E March On

The start of March is always an important test for markets. In 2018 March confirmed that February volatility and selling was a bottom. For 2019 many fear the opposite. The calendar of events ahead sets the big picture tone for markets now as many see less obvious value plays in equities or bonds. Less hawkish central bankers aren’t sufficient to cap rates anymore as the US and UK markets showed this week. The risk-on mood has limits as well with many now wanting confirmation from the real economy as green shoots need to lead to real growth. The drive of geopolitical concerns over economic ones continued last week with focus on US/China trade deal hopes, UK political shifts driving risks for a hard-Brexit down and opening up another referendum or delay along with a new election. India/Pakistan and their skirmish over the Kashmir scared many but remained contained with no nuclear fears. The US/North Korea summit ended early but there were some deals – as the US/South Korea agreed to end joint military exercises. All of these stories matter as they were supportive for risk. The tail-risks of December have been unwound again. The outlook for March rests on those risks remaining in check along with a few new fears – like EU elections or US internal politics. Overall, the seasonal push for March will be competing with these fears. 

This is clear from the weekend headlines which center around European politics – and in the week ahead with China growth targets and US jobs likely leading market focus. Expect the month to pivot around the UK Brexit deadlines and the US FOMC meeting March 20-21.

1) Spanish election sets up as a battle against populists. Spain’s socialist PM Sanchez is gunning for a win on April 28, even as he has been the shortest serving leader in modern times. The battle he wages against the far-right PP and the liberal center Ciudadanos Party rests on his coalition building acumen. 

2) Portugal PM warns on China investment screening. One of the biggest winners from China investment, Portugal, labels the latest new regulations on non-EU investment as protectionist. This counters efforts from France and Germany and the larger push from the US. 

3) Banks need more external checks on loans according to Basel committee after UK Metro Bank issues. According to the FT report Bill Coen, the secretary general of the committee noted: “Auditors should be given responsibility for checking banks’ calculations to minimize the scope for errors or cheating,” in a sign that the crisis at the nine-year-old bank is reverberating around the industry.

4) German public sector pay rise could support growth. Unions representing about 1m German public sector workers have agreed to a deal that will mean pay rises by 8.8 per cent over the next three years. The deal covers workers in all German regions except the state of Hessen.

5) Estonia election focus is on rise of far-right against centrist parties. Nearly half of the 880,690 eligible voters had cast their ballots by midday on Sunday, including 40% who used e-voting in advance polling. A poll collating e-voters and those intent on using paper ballots on Sunday suggests a tight race. The Center party of the prime minister, Juri Ratas, scored 24.5% support, narrowly trailing the liberal Reform party led by the former MEP Kaja Kallas with 26.6%, according to pollster Kantar Emor.

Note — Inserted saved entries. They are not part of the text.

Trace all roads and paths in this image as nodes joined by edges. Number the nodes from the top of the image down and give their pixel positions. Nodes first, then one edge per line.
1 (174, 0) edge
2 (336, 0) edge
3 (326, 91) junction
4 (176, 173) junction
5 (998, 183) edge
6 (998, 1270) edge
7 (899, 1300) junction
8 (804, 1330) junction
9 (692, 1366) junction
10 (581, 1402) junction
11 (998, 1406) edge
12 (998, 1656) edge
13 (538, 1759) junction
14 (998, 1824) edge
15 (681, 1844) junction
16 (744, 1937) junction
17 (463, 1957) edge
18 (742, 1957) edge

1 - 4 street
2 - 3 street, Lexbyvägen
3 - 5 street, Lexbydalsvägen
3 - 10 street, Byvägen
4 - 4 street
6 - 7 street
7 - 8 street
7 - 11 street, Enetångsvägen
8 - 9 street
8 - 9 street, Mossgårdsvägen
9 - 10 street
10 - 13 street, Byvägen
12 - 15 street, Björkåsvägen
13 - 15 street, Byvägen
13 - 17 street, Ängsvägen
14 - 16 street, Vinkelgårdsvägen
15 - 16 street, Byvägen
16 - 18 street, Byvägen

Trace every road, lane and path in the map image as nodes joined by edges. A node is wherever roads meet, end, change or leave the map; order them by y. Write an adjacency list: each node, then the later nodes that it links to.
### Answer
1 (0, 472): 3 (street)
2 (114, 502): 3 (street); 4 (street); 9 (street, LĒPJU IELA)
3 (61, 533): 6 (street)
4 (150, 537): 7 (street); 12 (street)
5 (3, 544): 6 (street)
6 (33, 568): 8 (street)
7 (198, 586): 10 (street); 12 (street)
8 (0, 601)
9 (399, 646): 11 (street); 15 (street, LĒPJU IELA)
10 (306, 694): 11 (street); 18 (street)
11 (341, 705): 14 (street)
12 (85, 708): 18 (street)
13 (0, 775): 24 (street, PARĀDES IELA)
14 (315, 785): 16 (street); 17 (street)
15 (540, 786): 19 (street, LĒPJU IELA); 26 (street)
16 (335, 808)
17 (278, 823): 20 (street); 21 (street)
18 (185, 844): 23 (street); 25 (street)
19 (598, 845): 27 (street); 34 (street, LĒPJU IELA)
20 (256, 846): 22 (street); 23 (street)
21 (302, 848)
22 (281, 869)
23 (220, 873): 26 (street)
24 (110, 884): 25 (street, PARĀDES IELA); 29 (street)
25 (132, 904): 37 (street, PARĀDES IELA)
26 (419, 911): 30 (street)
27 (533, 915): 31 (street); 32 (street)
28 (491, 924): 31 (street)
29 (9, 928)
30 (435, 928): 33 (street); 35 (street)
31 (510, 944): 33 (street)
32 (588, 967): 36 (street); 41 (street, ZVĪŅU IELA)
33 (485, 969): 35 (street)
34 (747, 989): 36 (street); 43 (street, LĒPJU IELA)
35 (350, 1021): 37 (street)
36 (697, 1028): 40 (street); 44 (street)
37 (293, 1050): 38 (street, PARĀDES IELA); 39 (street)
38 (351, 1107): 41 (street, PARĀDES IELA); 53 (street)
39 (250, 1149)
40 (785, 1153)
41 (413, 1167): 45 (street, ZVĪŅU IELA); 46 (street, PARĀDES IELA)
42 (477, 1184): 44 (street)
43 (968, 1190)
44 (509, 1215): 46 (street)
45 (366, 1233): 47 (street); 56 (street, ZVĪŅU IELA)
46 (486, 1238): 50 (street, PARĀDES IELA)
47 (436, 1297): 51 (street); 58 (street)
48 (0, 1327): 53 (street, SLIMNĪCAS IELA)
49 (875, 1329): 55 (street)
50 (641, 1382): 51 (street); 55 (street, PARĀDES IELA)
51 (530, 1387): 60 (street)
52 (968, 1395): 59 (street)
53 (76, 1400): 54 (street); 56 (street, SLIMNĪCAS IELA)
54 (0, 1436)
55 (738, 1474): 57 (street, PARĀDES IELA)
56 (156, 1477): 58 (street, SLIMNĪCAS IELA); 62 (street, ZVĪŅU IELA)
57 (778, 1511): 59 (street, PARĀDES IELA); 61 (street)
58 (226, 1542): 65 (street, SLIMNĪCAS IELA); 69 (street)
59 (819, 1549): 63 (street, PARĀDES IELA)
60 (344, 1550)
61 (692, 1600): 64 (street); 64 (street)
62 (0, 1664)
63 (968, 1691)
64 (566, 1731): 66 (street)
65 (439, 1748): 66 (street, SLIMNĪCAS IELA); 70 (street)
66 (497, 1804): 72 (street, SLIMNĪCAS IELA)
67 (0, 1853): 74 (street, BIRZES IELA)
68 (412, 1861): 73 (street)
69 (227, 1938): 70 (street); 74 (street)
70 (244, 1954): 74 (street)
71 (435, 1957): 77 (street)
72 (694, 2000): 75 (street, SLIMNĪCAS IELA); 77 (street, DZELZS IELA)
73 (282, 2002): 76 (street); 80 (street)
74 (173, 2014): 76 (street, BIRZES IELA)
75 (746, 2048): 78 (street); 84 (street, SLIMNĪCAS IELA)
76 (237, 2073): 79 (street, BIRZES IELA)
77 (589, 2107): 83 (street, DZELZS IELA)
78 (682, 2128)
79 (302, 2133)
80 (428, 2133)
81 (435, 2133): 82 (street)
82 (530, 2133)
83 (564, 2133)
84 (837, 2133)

Question for the Week AheadHas the US peaked for the year? The weekend US President Trump speech at CPAC in Maryland and his comment on the USD is a wake-up call for many investors that have become comfortable in the lower volatility, higher equity world so far delivered. The 2018 lessons for the USD and markets have not been lost.

“I want a strong dollar but I want a dollar that does great for our country, not a dollar that’s so strong that it makes it prohibitive for us to do business with other nations and take their business,” Trump said Saturday. He continued to complain about Fed Powell policy as he referenced “a gentleman that likes raising interest rates in the Fed, we have a gentleman that loves quantitative tightening in the Fed, we have a gentleman that likes a very strong dollar in the Fed.” This push from the US President is the same as December 24, which led to a significant risk reduction for the S&P 500. US divergence on growth and rates is in play for 2019. Many see the outperformance of the US markets – second only to China – so far as the key risk for the next month. The US fears drive not only on Trump tweets and speeches or his political backlash in Congress but also on the economy and corporate earnings. The role of the USD in how Trump operates with China, Japan, and Europe is also in play along with the foreign investment flows. The BOJ shift to focus on JPY and its role is a case in point from last week, and it will be watched as Trump / Abe meet.

1) US earnings – S&P500 earnings are forecast for 2019 at 5.3% down from 24.4% in 2018 according to FTSE Russell. EU companies (ex UK) are expected to see profits at 9.1% and emerging market companies at 13.9%. 

2) Value of US markets  – US S&P500 trades at 16.4 times earnings 12M forward while the Stoxx Europe is 13.4 times and the MSCI EM is 11.5 times according to Refinitiv.  

3) USD overvaluation. The USD is 20% overvalued to the EUR and over 40% against some emerging markets like Mexico and Korea which have brokered US trade deals. The flow of money into US markets may slow on the PPP logic all-else-being equal.